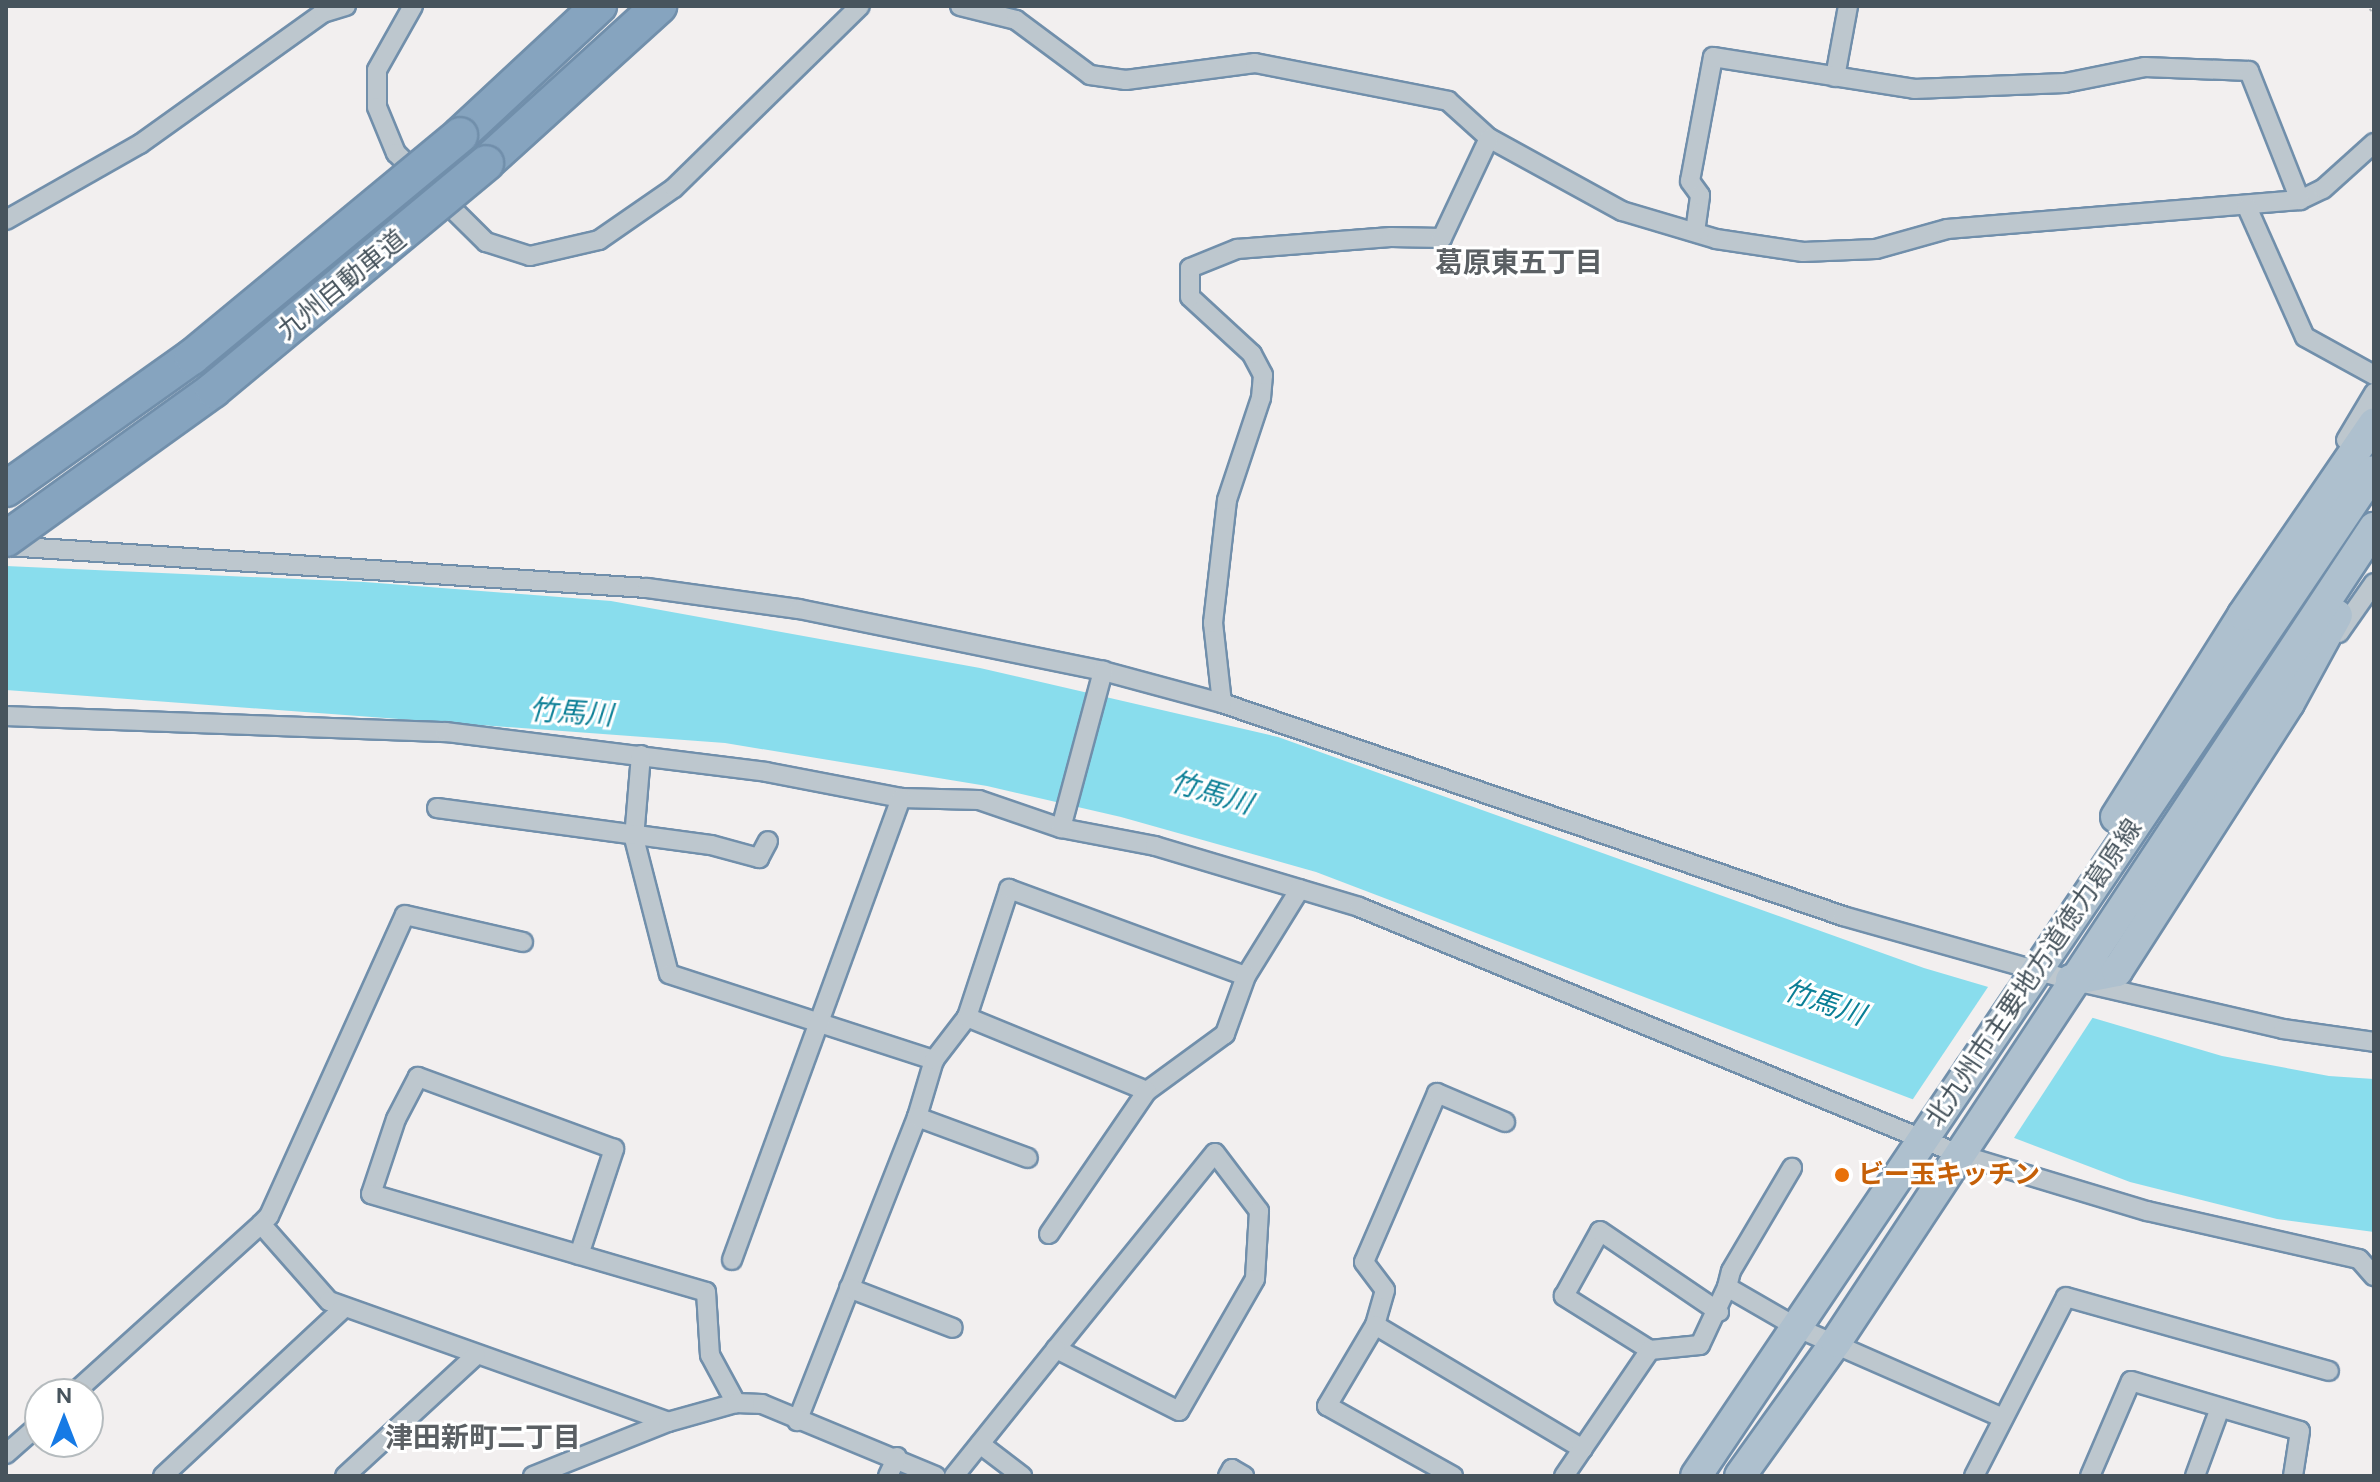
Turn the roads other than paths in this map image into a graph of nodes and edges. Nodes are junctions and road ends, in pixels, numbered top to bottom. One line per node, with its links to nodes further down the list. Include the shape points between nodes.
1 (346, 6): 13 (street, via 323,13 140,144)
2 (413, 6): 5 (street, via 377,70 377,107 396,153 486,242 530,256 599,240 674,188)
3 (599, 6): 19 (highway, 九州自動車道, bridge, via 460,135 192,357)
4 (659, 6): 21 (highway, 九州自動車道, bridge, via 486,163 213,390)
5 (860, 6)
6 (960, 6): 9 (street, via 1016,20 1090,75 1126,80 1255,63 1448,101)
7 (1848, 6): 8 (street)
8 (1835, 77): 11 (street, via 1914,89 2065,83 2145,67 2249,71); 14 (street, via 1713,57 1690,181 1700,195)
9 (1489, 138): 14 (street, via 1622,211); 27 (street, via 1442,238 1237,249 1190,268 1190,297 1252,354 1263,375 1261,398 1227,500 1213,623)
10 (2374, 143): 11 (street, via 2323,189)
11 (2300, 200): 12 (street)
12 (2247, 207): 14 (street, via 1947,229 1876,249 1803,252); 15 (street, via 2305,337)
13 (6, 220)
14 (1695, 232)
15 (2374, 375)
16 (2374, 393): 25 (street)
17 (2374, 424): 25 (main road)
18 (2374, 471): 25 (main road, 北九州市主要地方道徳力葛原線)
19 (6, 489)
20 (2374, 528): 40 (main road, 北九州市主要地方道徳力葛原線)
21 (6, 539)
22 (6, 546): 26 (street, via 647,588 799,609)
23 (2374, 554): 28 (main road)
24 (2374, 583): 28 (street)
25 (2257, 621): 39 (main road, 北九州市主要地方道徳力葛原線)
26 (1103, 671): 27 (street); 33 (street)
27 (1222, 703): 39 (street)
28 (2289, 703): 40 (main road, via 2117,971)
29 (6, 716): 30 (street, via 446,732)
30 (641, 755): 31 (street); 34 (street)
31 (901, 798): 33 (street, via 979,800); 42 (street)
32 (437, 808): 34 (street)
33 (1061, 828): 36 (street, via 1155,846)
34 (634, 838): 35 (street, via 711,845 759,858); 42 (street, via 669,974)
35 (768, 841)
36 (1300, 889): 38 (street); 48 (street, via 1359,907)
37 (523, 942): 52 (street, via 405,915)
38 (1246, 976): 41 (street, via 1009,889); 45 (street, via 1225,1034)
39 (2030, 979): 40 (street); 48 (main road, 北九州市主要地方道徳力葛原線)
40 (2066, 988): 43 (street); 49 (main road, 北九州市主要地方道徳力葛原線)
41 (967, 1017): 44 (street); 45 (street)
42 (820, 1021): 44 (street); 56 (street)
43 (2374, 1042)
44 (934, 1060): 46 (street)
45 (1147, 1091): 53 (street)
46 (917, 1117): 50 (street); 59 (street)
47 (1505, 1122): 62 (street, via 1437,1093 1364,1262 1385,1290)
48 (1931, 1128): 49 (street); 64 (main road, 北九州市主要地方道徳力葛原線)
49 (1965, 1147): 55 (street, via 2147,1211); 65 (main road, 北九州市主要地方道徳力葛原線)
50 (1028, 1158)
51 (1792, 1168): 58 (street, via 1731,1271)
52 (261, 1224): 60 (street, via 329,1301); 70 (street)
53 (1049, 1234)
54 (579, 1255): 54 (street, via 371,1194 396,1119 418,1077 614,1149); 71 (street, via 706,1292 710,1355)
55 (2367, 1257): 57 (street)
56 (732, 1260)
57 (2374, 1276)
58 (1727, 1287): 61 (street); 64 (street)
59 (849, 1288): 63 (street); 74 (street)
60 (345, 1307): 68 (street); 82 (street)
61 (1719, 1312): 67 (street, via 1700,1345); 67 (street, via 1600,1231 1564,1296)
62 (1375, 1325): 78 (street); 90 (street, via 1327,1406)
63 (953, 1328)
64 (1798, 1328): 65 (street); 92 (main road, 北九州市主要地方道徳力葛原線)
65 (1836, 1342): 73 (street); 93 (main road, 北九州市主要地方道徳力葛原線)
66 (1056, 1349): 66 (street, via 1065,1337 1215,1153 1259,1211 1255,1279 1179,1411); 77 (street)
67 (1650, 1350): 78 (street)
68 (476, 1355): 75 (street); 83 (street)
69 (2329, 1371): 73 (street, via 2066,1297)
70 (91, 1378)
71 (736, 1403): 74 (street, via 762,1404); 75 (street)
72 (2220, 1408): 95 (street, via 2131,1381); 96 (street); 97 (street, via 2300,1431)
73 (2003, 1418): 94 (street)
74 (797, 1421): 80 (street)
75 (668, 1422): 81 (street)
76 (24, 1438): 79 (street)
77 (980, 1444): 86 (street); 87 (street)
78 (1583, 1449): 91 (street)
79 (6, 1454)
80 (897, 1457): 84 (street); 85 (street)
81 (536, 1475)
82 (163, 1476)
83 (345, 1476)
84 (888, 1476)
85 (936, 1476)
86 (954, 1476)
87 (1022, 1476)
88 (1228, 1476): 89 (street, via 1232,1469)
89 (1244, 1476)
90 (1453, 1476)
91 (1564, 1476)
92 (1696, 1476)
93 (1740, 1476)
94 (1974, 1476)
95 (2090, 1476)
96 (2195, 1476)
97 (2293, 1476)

* * *

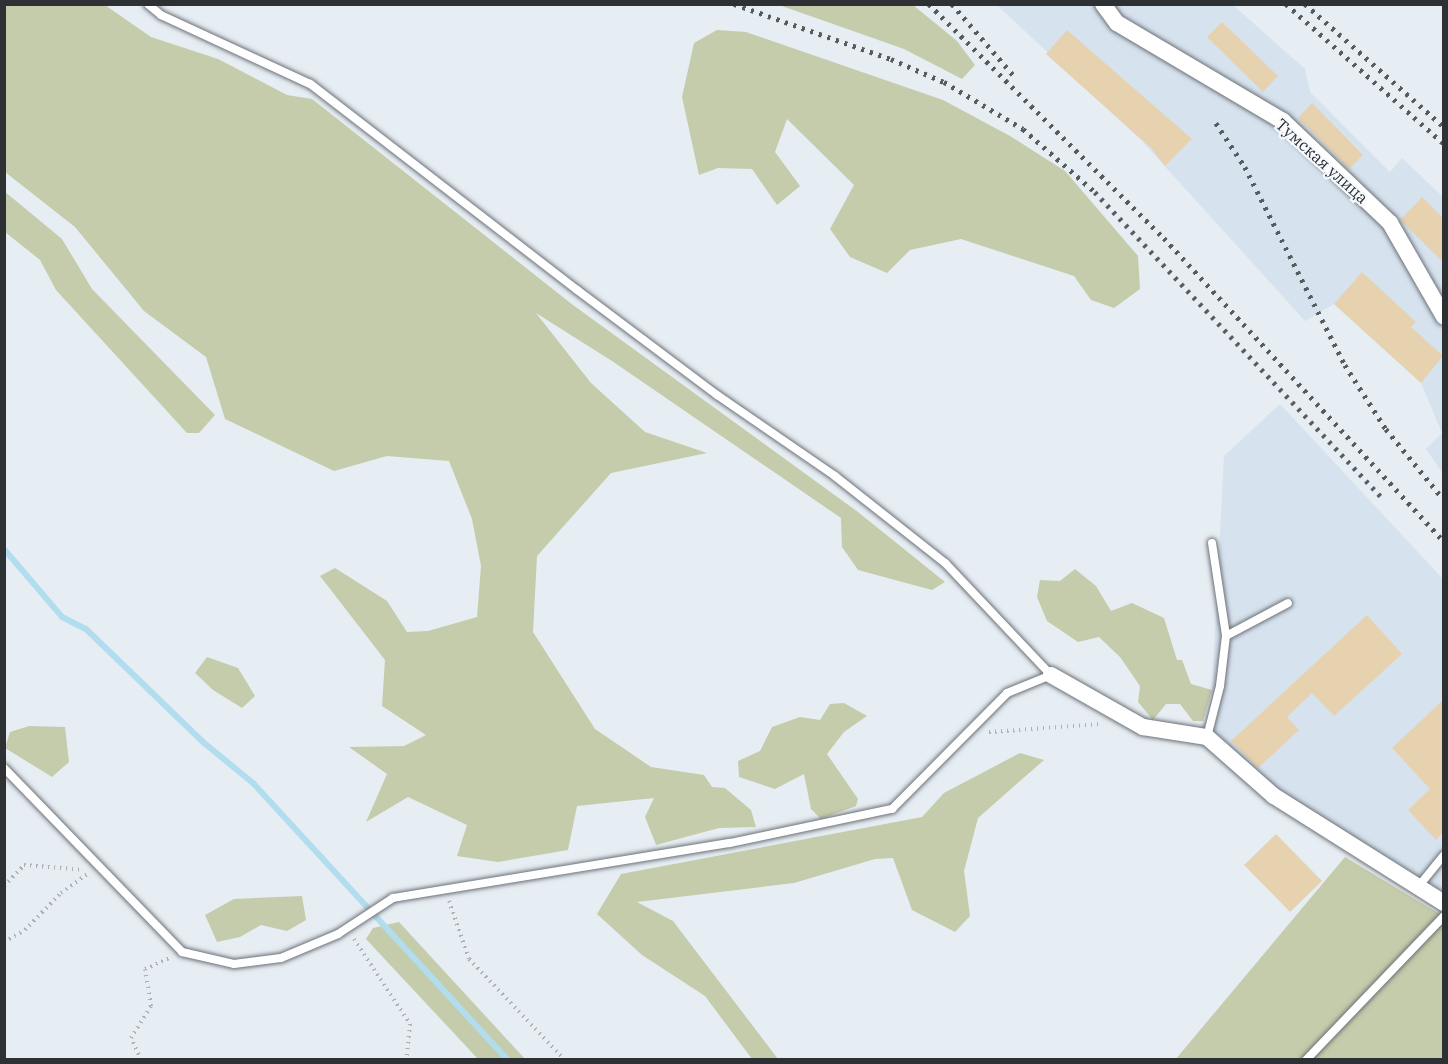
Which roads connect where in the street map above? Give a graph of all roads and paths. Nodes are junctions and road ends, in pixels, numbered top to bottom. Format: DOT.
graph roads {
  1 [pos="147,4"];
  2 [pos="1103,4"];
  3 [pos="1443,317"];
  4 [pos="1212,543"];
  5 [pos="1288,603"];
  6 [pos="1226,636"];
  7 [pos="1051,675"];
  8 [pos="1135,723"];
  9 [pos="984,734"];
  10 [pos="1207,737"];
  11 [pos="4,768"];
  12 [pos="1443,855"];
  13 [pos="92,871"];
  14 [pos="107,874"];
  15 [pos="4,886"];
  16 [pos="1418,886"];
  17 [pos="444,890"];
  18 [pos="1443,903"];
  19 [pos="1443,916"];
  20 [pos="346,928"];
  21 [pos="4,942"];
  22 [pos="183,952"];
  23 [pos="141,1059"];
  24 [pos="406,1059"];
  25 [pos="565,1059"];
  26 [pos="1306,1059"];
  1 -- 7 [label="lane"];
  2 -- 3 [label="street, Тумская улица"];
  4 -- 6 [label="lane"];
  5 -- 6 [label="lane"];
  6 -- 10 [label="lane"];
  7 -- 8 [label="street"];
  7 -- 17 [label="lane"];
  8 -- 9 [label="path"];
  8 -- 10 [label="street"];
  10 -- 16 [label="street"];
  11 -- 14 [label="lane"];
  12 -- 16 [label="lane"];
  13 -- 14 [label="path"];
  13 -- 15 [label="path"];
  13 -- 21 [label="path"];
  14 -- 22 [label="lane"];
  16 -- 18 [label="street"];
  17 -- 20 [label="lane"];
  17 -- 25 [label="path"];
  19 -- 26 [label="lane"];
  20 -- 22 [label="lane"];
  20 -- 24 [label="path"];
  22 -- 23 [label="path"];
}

▶ _What to produce_
Display each line of the data where "main" occurs.

▶ _Answer to this problem_
17 (2374, 424): 25 (main road)
18 (2374, 471): 25 (main road, 北九州市主要地方道徳力葛原線)
20 (2374, 528): 40 (main road, 北九州市主要地方道徳力葛原線)
23 (2374, 554): 28 (main road)
25 (2257, 621): 39 (main road, 北九州市主要地方道徳力葛原線)
28 (2289, 703): 40 (main road, via 2117,971)
39 (2030, 979): 40 (street); 48 (main road, 北九州市主要地方道徳力葛原線)
40 (2066, 988): 43 (street); 49 (main road, 北九州市主要地方道徳力葛原線)
48 (1931, 1128): 49 (street); 64 (main road, 北九州市主要地方道徳力葛原線)
49 (1965, 1147): 55 (street, via 2147,1211); 65 (main road, 北九州市主要地方道徳力葛原線)
64 (1798, 1328): 65 (street); 92 (main road, 北九州市主要地方道徳力葛原線)
65 (1836, 1342): 73 (street); 93 (main road, 北九州市主要地方道徳力葛原線)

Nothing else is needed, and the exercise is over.